* Work to be completed
Search the entries for the word "Luís". Copy every line that holds it.

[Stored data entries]
◆ ◆ ◆
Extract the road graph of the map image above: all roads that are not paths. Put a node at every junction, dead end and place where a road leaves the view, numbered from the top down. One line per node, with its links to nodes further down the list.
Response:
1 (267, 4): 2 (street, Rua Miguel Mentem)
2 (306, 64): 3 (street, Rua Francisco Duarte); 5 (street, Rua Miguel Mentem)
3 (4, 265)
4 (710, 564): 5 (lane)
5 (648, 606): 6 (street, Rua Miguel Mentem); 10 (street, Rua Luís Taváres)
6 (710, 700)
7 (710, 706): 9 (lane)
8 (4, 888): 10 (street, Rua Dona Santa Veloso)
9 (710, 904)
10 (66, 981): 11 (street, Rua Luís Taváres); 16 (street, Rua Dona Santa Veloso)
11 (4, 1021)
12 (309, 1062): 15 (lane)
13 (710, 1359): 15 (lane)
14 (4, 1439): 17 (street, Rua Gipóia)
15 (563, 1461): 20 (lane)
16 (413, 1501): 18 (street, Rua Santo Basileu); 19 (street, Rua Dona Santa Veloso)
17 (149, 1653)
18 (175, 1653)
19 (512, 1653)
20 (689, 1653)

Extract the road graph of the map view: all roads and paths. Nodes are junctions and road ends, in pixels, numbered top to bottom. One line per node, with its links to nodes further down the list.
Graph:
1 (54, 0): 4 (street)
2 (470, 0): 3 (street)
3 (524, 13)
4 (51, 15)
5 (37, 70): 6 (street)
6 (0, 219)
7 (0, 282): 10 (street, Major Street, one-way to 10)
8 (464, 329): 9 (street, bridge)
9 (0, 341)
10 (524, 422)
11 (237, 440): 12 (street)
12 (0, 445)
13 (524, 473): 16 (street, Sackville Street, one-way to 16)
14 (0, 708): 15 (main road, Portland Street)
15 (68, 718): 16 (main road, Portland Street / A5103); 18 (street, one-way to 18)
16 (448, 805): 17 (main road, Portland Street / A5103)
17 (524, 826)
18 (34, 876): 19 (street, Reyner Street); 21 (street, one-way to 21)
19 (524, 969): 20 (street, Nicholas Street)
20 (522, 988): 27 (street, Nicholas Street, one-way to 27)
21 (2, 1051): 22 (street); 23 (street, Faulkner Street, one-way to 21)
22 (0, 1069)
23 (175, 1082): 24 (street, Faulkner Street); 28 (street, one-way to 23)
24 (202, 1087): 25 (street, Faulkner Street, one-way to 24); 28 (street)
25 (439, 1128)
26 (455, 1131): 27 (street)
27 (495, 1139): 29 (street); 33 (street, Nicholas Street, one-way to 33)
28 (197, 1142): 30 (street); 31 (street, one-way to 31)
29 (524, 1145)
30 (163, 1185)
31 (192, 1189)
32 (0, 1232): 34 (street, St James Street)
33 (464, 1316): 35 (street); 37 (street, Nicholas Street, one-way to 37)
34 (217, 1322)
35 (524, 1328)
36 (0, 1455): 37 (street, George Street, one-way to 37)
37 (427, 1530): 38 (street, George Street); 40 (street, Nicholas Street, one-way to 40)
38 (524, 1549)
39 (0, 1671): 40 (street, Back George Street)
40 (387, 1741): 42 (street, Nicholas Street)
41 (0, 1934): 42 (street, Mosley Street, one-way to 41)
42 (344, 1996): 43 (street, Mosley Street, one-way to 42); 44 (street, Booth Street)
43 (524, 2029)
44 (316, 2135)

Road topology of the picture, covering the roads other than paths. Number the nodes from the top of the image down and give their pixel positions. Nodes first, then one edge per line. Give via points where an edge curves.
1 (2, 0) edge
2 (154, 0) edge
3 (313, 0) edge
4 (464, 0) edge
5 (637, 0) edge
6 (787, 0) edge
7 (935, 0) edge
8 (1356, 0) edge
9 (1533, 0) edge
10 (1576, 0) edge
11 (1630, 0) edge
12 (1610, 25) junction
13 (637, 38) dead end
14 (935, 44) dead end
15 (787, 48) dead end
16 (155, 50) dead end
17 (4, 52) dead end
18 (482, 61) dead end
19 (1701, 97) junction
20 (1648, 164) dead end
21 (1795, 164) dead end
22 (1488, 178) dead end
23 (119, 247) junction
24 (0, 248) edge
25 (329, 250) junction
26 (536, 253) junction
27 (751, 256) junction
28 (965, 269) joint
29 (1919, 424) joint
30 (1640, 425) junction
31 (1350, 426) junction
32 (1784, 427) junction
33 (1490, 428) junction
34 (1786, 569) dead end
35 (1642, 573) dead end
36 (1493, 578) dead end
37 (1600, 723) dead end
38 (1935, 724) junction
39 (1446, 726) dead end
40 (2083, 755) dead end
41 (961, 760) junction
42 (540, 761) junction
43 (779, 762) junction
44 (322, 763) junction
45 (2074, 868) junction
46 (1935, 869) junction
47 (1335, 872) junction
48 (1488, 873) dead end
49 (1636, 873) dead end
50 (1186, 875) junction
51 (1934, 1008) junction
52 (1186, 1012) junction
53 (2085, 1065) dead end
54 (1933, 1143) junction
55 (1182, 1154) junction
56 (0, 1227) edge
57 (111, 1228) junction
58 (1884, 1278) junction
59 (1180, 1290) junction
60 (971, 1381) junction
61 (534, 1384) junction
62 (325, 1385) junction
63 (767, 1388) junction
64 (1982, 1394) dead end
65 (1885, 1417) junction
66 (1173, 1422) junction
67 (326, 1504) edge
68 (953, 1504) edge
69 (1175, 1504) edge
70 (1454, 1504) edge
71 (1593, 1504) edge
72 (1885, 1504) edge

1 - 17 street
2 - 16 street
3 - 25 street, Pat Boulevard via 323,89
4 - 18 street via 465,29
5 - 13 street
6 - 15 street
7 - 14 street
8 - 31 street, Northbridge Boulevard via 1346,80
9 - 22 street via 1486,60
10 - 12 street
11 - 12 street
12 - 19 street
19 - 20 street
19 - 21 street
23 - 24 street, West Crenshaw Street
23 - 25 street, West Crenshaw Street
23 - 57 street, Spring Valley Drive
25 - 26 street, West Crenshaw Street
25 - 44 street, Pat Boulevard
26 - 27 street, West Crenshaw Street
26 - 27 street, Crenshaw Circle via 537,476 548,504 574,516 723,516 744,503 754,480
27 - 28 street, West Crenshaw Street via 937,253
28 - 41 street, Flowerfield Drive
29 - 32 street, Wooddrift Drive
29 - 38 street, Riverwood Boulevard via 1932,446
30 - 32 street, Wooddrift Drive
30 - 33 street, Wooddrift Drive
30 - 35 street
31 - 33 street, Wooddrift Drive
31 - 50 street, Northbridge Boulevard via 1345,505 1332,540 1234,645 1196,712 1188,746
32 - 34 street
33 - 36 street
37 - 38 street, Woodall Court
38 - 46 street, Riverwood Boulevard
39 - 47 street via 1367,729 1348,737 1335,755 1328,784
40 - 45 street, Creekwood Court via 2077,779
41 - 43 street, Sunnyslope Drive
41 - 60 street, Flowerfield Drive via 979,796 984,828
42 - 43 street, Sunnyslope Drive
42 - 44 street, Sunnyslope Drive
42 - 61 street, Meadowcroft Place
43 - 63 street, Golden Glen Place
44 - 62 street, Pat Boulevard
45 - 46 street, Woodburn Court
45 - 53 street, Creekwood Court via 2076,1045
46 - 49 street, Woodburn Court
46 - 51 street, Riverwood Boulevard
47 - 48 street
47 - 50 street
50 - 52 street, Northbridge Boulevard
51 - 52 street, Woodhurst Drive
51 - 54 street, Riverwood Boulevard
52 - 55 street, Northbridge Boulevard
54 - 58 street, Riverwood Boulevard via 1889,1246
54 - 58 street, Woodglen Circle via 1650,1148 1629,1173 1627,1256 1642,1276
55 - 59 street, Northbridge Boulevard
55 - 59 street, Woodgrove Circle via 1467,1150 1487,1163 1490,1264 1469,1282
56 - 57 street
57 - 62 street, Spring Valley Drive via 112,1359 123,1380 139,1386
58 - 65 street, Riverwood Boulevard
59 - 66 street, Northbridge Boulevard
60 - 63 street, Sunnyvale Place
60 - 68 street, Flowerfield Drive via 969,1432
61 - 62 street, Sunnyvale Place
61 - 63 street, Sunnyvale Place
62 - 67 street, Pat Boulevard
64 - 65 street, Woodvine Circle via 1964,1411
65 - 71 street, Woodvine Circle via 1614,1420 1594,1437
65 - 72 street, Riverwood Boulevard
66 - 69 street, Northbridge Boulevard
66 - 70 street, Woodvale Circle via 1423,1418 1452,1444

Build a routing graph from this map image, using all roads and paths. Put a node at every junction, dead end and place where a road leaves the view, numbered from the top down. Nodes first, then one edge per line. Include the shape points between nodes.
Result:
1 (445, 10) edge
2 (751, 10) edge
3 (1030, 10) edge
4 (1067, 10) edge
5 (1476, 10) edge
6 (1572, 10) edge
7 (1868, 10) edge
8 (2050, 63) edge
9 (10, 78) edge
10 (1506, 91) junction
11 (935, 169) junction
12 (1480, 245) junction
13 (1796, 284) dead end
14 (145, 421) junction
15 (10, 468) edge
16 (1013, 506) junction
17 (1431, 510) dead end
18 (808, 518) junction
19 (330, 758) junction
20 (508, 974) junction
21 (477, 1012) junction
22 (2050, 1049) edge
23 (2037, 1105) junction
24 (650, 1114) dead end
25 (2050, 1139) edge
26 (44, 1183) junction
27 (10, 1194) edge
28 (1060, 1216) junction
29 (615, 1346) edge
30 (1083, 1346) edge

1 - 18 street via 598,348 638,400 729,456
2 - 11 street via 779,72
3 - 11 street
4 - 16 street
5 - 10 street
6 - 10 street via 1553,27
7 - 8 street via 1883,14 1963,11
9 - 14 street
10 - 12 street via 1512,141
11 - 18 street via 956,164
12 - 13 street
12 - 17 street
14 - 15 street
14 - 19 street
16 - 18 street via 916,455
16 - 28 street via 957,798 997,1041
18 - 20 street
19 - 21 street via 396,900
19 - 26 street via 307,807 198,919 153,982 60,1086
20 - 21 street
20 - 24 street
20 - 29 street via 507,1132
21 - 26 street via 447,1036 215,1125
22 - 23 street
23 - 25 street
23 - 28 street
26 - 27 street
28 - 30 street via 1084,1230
◆ ◆ ◆
* Answer to this problem
5 (648, 606): 6 (street, Rua Miguel Mentem); 10 (street, Rua Luís Taváres)
10 (66, 981): 11 (street, Rua Luís Taváres); 16 (street, Rua Dona Santa Veloso)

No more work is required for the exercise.